Work required - Your job with the data below: print everything from the line that holds "for (let i = 2;" down to the line that holds "g.setLineDash([]);", ends included, exactly, and nothing else.

Records provided -

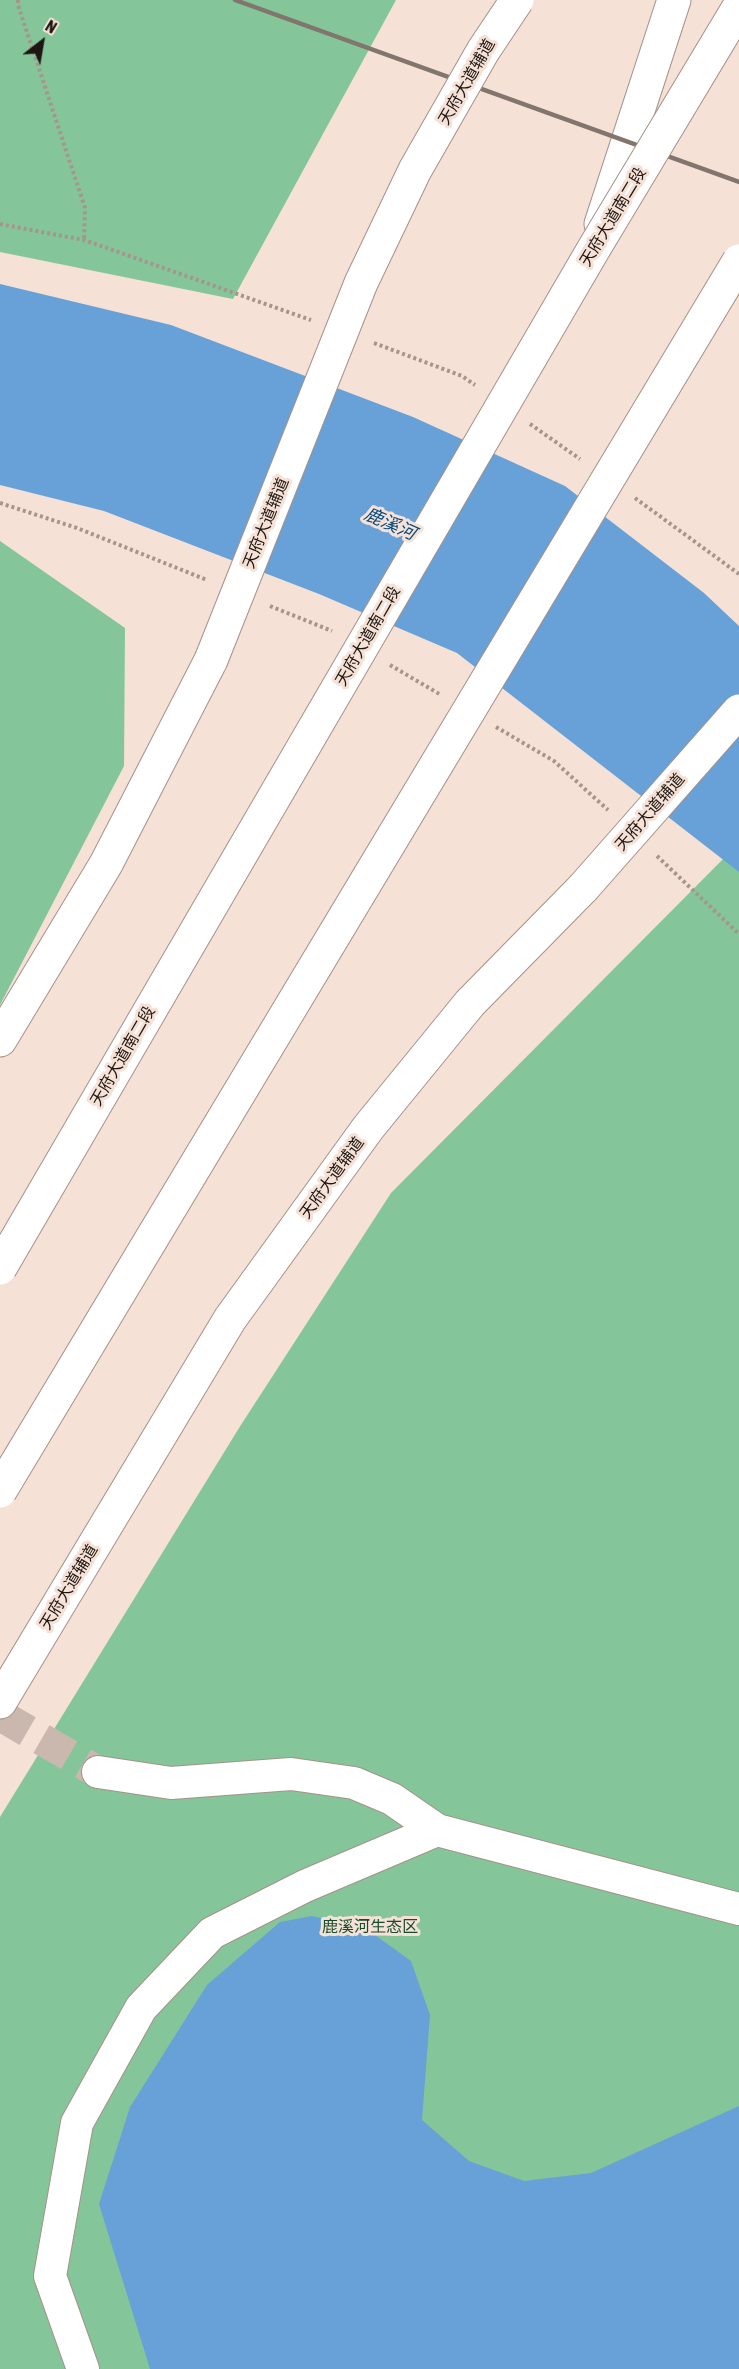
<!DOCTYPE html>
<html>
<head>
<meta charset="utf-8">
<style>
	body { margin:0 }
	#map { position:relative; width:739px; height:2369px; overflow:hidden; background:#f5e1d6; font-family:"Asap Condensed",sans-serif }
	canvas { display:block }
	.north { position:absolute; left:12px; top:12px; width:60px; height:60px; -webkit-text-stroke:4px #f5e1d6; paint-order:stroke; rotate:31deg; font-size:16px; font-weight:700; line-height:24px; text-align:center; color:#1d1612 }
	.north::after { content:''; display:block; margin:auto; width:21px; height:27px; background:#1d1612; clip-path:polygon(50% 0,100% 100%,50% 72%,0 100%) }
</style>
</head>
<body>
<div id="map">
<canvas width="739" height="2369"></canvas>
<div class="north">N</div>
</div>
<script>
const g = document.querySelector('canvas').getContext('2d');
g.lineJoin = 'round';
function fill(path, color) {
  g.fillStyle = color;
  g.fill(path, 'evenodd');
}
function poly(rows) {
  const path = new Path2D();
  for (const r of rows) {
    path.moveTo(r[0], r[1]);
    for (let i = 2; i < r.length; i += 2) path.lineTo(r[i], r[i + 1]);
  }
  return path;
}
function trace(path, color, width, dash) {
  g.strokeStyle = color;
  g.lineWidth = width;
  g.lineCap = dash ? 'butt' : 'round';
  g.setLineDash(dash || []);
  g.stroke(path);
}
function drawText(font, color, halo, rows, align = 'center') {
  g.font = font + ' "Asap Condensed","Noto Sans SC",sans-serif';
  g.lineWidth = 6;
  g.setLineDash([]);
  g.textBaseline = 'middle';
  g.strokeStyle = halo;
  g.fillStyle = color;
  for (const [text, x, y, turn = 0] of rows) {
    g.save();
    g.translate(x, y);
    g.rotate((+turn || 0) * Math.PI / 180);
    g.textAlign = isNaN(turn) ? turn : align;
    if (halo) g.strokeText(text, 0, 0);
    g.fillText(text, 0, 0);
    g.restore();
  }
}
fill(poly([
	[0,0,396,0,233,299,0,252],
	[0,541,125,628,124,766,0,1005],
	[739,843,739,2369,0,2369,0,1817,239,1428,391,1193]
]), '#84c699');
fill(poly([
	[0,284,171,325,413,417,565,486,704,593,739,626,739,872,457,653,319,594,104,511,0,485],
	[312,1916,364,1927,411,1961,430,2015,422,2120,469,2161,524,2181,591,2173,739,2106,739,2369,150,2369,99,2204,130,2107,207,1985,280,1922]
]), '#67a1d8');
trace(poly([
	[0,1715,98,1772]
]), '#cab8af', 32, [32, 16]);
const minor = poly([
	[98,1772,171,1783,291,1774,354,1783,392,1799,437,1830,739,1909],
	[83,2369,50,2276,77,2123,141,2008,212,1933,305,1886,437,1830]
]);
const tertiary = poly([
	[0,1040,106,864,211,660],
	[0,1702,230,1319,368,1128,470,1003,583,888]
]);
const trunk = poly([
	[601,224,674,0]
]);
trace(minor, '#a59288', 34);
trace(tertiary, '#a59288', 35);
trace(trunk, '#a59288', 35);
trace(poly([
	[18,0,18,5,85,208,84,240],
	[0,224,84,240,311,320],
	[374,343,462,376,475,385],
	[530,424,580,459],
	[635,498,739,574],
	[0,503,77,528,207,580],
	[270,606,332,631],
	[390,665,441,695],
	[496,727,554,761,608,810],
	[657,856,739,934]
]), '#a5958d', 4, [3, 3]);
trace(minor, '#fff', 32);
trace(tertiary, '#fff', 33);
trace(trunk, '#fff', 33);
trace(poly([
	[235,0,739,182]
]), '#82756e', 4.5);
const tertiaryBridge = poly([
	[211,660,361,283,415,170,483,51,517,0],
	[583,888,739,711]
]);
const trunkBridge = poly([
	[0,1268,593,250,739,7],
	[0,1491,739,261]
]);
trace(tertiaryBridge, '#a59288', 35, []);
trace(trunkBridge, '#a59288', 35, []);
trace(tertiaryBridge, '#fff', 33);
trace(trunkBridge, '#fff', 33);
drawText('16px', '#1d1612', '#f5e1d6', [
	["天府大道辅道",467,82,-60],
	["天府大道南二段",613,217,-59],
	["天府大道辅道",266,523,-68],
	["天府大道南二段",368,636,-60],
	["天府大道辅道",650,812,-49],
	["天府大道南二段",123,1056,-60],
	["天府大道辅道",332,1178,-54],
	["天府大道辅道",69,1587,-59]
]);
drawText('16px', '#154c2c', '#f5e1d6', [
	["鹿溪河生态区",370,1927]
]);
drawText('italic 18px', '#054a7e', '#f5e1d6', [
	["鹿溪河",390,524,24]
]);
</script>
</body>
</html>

Output for this exercise -
    for (let i = 2; i < r.length; i += 2) path.lineTo(r[i], r[i + 1]);
  }
  return path;
}
function trace(path, color, width, dash) {
  g.strokeStyle = color;
  g.lineWidth = width;
  g.lineCap = dash ? 'butt' : 'round';
  g.setLineDash(dash || []);
  g.stroke(path);
}
function drawText(font, color, halo, rows, align = 'center') {
  g.font = font + ' "Asap Condensed","Noto Sans SC",sans-serif';
  g.lineWidth = 6;
  g.setLineDash([]);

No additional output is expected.